> [WORK INSTRUCTION]:
Write out exactly, please, every line from the beginning of the entries to the line holding "ring pip: (23, 207)", and no pictures.

● ● ● ●

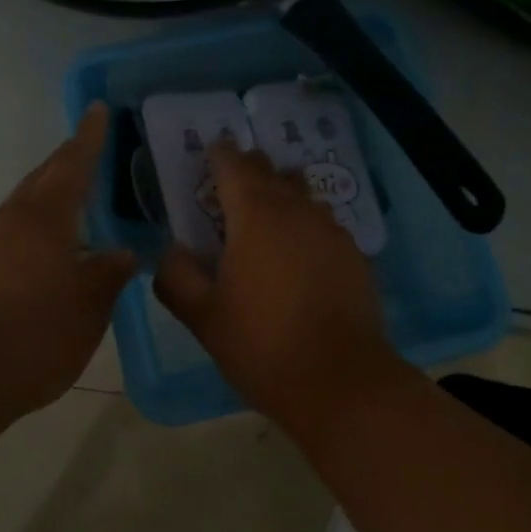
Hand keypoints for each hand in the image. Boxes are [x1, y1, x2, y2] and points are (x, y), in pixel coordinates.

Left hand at [0, 103, 135, 433]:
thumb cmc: (32, 335)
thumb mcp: (87, 308)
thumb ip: (108, 275)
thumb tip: (124, 252)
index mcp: (44, 217)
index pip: (72, 163)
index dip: (89, 137)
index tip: (97, 109)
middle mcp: (10, 220)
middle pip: (42, 179)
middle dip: (67, 161)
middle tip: (92, 149)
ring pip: (23, 207)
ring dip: (49, 196)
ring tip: (76, 201)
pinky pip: (10, 234)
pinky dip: (34, 228)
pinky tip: (47, 251)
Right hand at [155, 140, 411, 435]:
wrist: (340, 381)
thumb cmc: (261, 343)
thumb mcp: (201, 315)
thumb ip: (176, 275)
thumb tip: (175, 251)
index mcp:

● ● ● ●

> [ANSWER SECTION]:
Hand keypoints for each hand in the image. Boxes are [x1, y1, x2, y2] and points are (x, y), in pixel coordinates.

Left hand at [0, 103, 135, 433]:
thumb cmc: (32, 335)
thumb mcp: (87, 308)
thumb ip: (108, 275)
thumb tip: (124, 252)
index mcp: (44, 217)
index pip: (72, 163)
index dip: (89, 137)
index tip: (97, 109)
middle mcp: (10, 220)
middle pip: (42, 179)
middle dip: (67, 161)
middle tip: (92, 149)
ring pip: (23, 207)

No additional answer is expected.